### AVAILABLE DATA
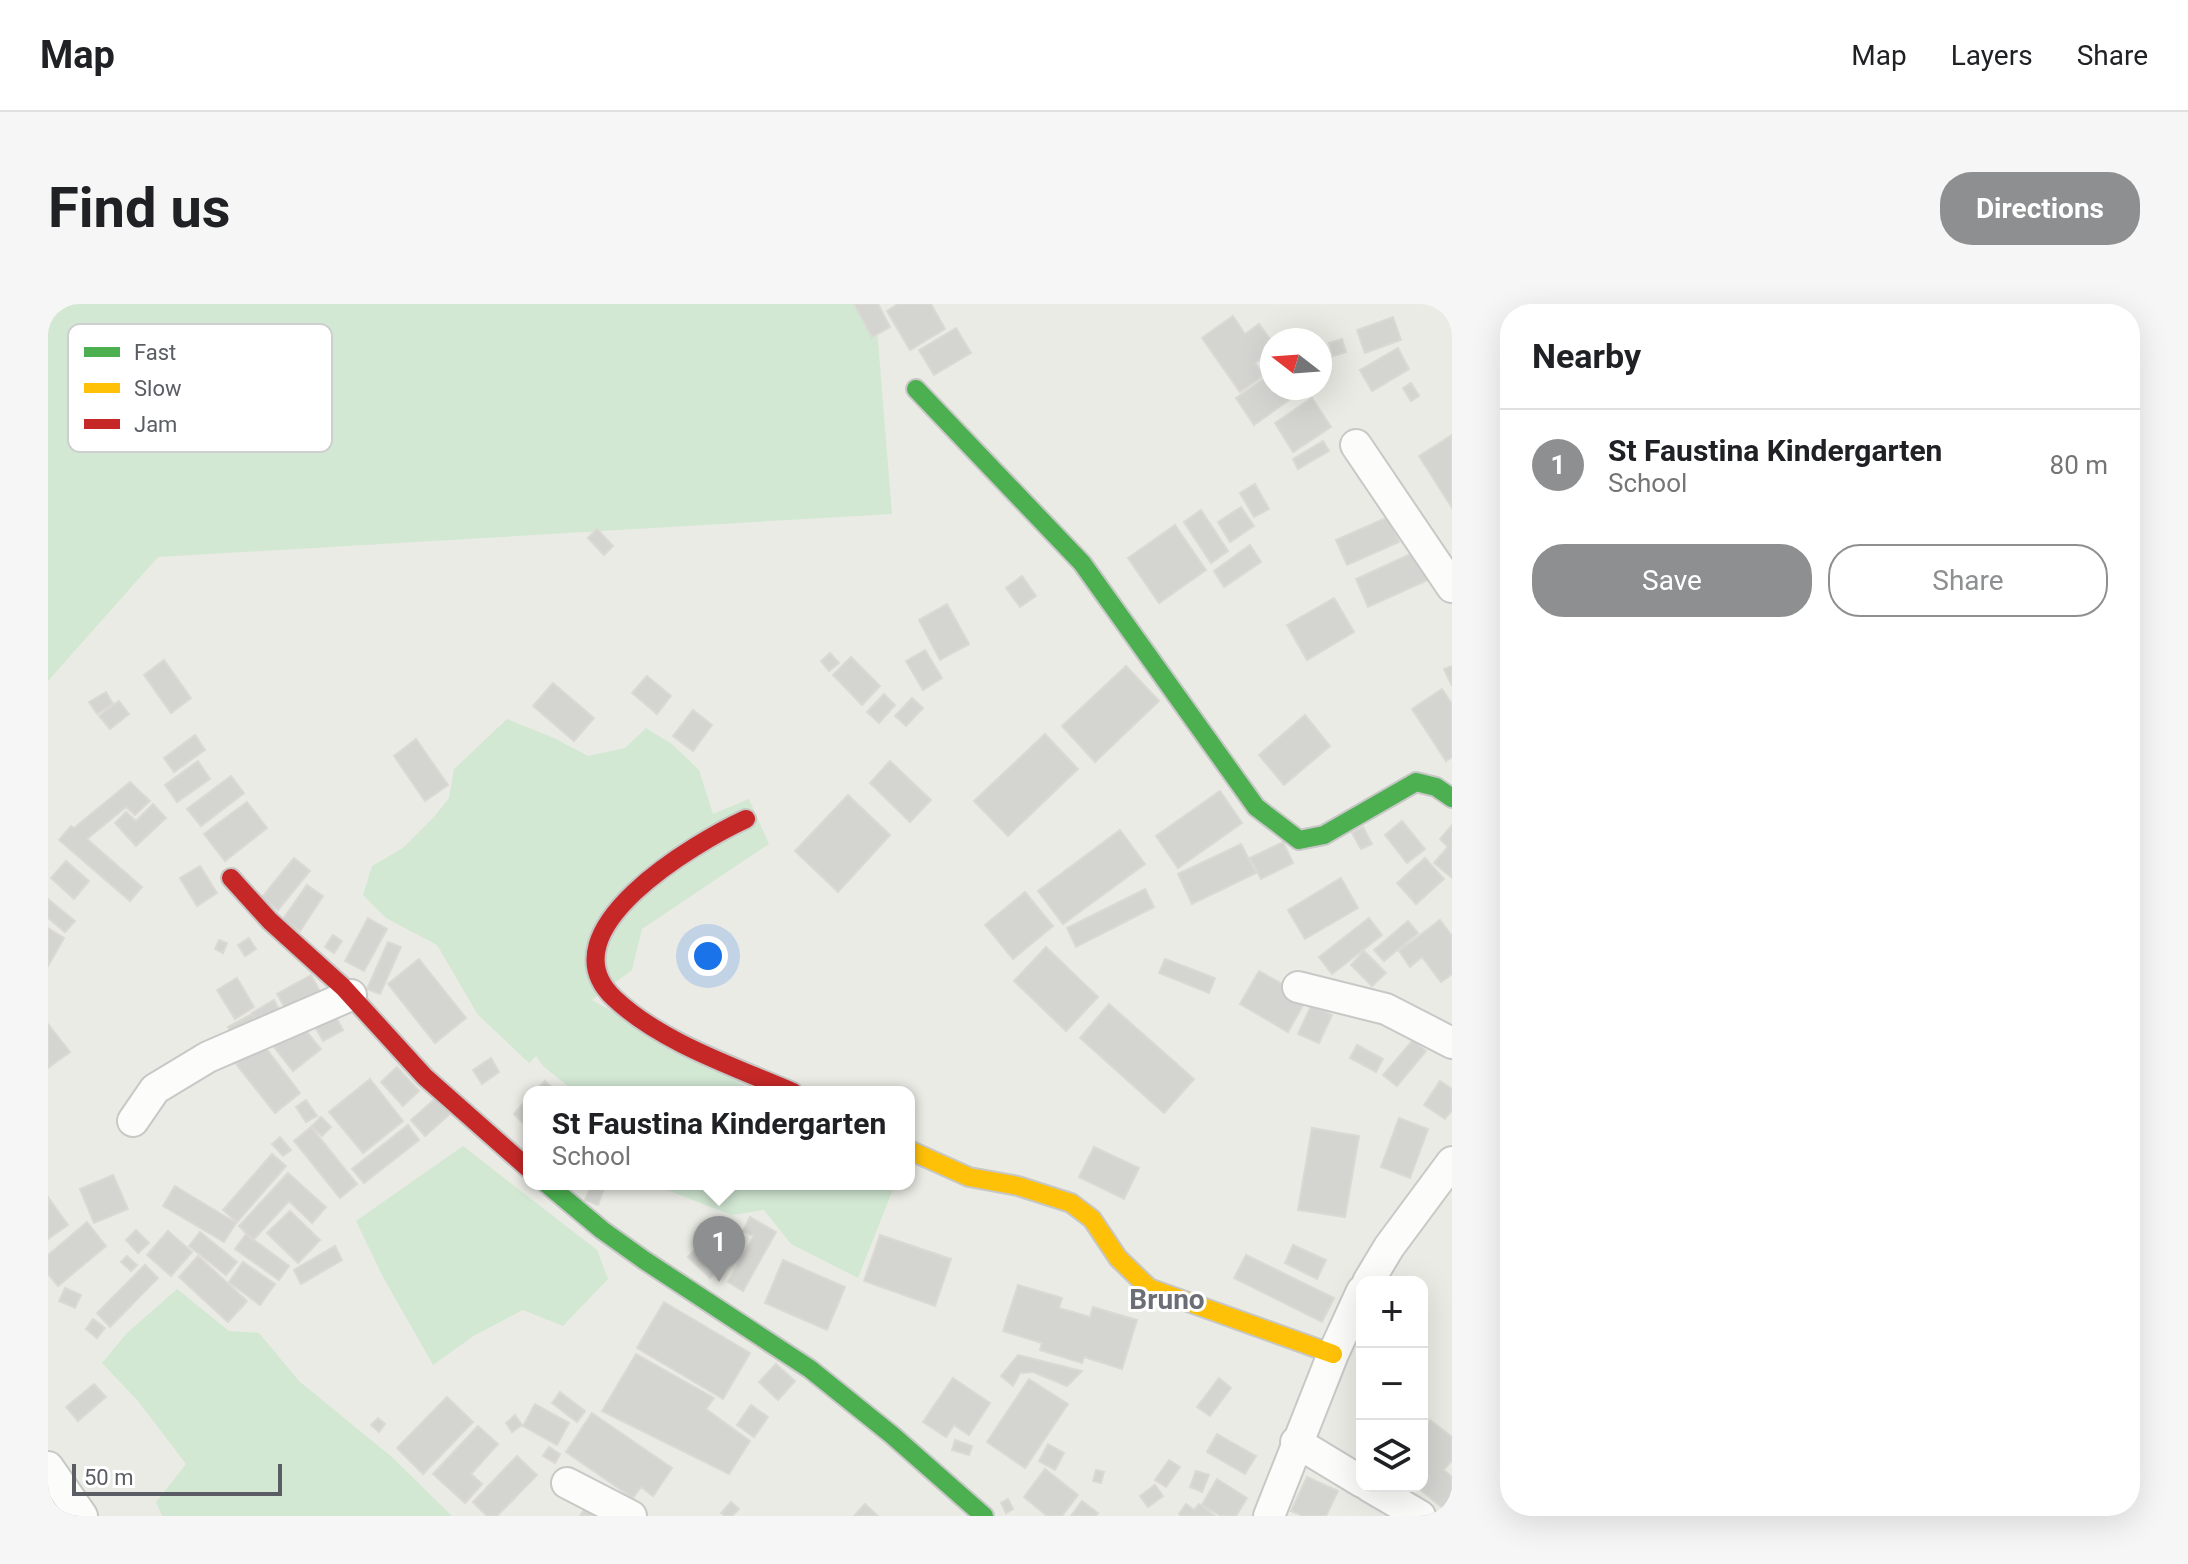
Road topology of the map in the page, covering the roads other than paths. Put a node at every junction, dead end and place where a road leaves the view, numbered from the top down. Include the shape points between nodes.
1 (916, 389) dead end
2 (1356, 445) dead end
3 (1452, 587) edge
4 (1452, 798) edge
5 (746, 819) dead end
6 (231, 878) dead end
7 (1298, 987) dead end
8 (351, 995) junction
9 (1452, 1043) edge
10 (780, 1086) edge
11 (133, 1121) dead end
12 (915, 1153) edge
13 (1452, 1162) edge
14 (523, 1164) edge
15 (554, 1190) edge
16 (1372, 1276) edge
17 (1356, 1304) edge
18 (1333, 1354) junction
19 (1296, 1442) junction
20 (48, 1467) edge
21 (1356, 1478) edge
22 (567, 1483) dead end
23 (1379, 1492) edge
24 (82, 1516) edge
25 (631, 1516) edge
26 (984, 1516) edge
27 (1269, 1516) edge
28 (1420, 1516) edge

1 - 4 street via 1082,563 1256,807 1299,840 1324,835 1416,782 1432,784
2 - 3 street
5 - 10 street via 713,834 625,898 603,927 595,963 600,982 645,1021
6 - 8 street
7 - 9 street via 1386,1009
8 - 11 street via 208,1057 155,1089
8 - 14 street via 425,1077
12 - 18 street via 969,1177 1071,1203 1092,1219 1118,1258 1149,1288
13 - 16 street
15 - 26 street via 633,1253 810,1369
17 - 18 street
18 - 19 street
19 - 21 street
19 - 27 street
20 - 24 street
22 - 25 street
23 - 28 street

### EXERCISE INSTRUCTIONS
Output nothing but the records above, word for word, with the pictures removed.

### TASK OUTPUT
Road topology of the map in the page, covering the roads other than paths. Put a node at every junction, dead end and place where a road leaves the view, numbered from the top down. Include the shape points between nodes.
1 (916, 389) dead end
2 (1356, 445) dead end
3 (1452, 587) edge
4 (1452, 798) edge
5 (746, 819) dead end
6 (231, 878) dead end
7 (1298, 987) dead end
8 (351, 995) junction
9 (1452, 1043) edge
10 (780, 1086) edge
11 (133, 1121) dead end
12 (915, 1153) edge
13 (1452, 1162) edge
14 (523, 1164) edge
15 (554, 1190) edge
16 (1372, 1276) edge
17 (1356, 1304) edge
18 (1333, 1354) junction
19 (1296, 1442) junction
20 (48, 1467) edge
21 (1356, 1478) edge
22 (567, 1483) dead end
23 (1379, 1492) edge
24 (82, 1516) edge
25 (631, 1516) edge
26 (984, 1516) edge
27 (1269, 1516) edge
28 (1420, 1516) edge

1 - 4 street via 1082,563 1256,807 1299,840 1324,835 1416,782 1432,784
2 - 3 street
5 - 10 street via 713,834 625,898 603,927 595,963 600,982 645,1021
6 - 8 street
7 - 9 street via 1386,1009
8 - 11 street via 208,1057 155,1089
8 - 14 street via 425,1077
12 - 18 street via 969,1177 1071,1203 1092,1219 1118,1258 1149,1288
13 - 16 street
15 - 26 street via 633,1253 810,1369
17 - 18 street
18 - 19 street
19 - 21 street
19 - 27 street
20 - 24 street
22 - 25 street
23 - 28 street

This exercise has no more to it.